The expedition on June 26, 1805 occupies two camps separated by eighteen miles of prickly-pear plain. Lewis writes from the upper camp at the head of the portage, preparing the iron-frame boat; Clark writes from the lower camp, supervising the second relay of baggage. Gass — who spent the day with Shields searching the opposite shore for timber — supplies an enlisted-man’s view of the upper camp’s activity. Ordway and Whitehouse, whose surviving manuscript pages for this date have slipped forward into late July entries, contribute nothing to June 26 itself; their inclusion in the day’s roster is an artifact of misaligned transcription.
Two Camps, Two Ledgers
Clark’s entry is the quartermaster’s document. He lists what moved and what stayed:
Parched meal Pork Powder Lead axes, Tools Bisquit, P. Soup & Some Merchendize & Clothes
went forward with the party, while a cache was assembled from
____ Kegs of Pork, 1/2 a Keg of flour, 2 blunderbuts, ____ Caterrages a few Small lumbersom articles Capt Lewiss Desk and Some books & Small articles in it
The blank spaces where quantities should appear suggest Clark intended to fill them later and never did. He also notes Sergeant Pryor dosed with salts, Charbonneau rendering buffalo tallow into three kegs, and the wind shifting east — a fair sailing wind for the wheeled canoes crossing the plains.
Lewis records the same tallow-rendering and the same cache contents, but from the receiving end and with fuller detail: the desk contained
my specimens of plants minerals &c. collected from fort Mandan to that place
and the swivel gun was buried separately
under the rocks a little above the camp near the river
The two captains’ entries thus interlock — Clark itemizes what he packed, Lewis itemizes what he expects to lose if the cache is ever compromised.
The Penknife Bleeding
The day’s most arresting episode is medical. Lewis identifies the patient by name:
Whitehouse one of them much heated and fortiegued on his arrivall dank a very hearty draught of water and was taken almost instanly extreemly ill. his pulse were very full and I therefore bled him plentifully from which he felt great relief. I had no other instrument with which to perform this opperation but my pen knife, however it answered very well.
Gass corroborates the event but anonymizes the victim and misattributes the instrument’s scarcity:
One man fell very sick and Captain Lewis had to bleed him with a penknife, having no other instrument at this camp.
Gass’s phrasing — “at this camp” — implies the medical chest was below with Clark; Lewis’s phrasing implies the penknife was simply what came to hand. Neither captain mentions that the bled man is the same Joseph Whitehouse whose journal would normally testify here.

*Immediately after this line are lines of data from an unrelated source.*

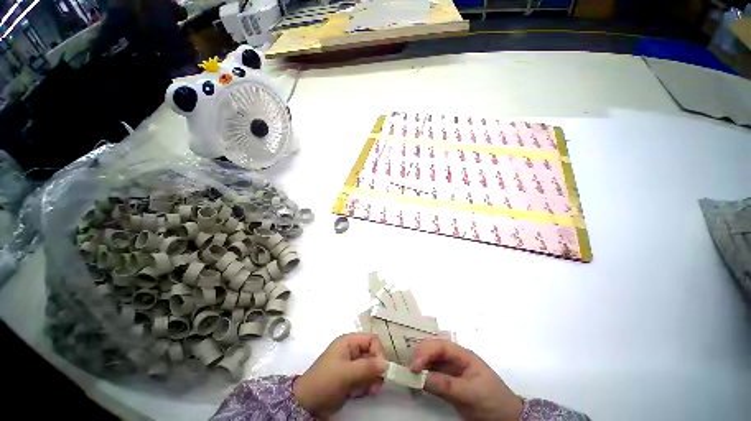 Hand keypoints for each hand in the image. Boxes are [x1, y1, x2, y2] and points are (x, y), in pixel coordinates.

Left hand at [293, 333, 387, 417]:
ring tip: (371, 390)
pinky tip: (366, 393)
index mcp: (349, 342)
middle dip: (376, 368)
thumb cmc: (325, 381)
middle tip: (378, 382)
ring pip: (371, 367)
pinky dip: (368, 385)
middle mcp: (351, 350)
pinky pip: (365, 378)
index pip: (371, 339)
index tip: (381, 368)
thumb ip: (367, 367)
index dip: (378, 352)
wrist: (307, 404)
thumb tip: (386, 364)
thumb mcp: (346, 373)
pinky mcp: (351, 378)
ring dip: (373, 378)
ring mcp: (351, 365)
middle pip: (373, 353)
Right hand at [411, 339, 522, 420]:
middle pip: (434, 349)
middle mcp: (455, 358)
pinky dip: (423, 375)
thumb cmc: (492, 401)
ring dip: (420, 364)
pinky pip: (432, 374)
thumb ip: (446, 385)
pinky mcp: (448, 381)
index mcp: (463, 355)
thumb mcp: (471, 394)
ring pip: (431, 360)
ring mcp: (451, 369)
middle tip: (410, 369)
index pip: (441, 345)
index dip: (426, 351)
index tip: (415, 366)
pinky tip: (416, 380)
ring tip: (409, 373)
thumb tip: (421, 377)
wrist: (506, 418)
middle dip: (420, 354)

His silence on his own near-collapse is, by accident of textual displacement, total.
What Gass Preserves Alone
Gass alone records the day’s measurements. He reports that Clark
measured the length of this portage accurately and found it to be 18 miles
and itemizes the falls:
The first great pitch 98 feet, the second 19 feet, the third 47 feet 8 inches, the fourth 26 feet; and a number of small pitches, amounting altogether to 362 feet g inches.
Neither captain enters these figures under June 26 — Clark’s survey work was done earlier and Lewis is preoccupied with the boat. Gass, writing retrospectively and compressing several days of measurement into one entry, becomes the only narrator on this date to fix the portage’s vertical scale. He also confirms the buffalo kill — seven animals — that Lewis mentions in passing.

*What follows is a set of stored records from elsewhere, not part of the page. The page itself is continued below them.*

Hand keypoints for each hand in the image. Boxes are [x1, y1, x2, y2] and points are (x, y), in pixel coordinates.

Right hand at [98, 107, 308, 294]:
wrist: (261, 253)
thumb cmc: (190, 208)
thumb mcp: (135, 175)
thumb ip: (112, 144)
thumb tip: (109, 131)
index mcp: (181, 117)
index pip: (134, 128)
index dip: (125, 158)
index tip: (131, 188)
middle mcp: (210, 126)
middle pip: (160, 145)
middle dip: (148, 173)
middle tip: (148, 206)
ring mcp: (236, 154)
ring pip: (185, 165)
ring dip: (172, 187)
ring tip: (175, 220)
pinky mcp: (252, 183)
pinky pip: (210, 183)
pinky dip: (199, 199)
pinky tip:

The cross-narrator record for June 26 is therefore unusually lopsided: two captains writing complementary halves of a logistical day, one sergeant supplying numbers and a witnessed medical emergency, and two enlisted journalists effectively absent. The day’s signature image — a captain opening a vein with a pocket knife to revive an overheated private who would otherwise be writing about it — survives only because Lewis bothered to record what his patient could not.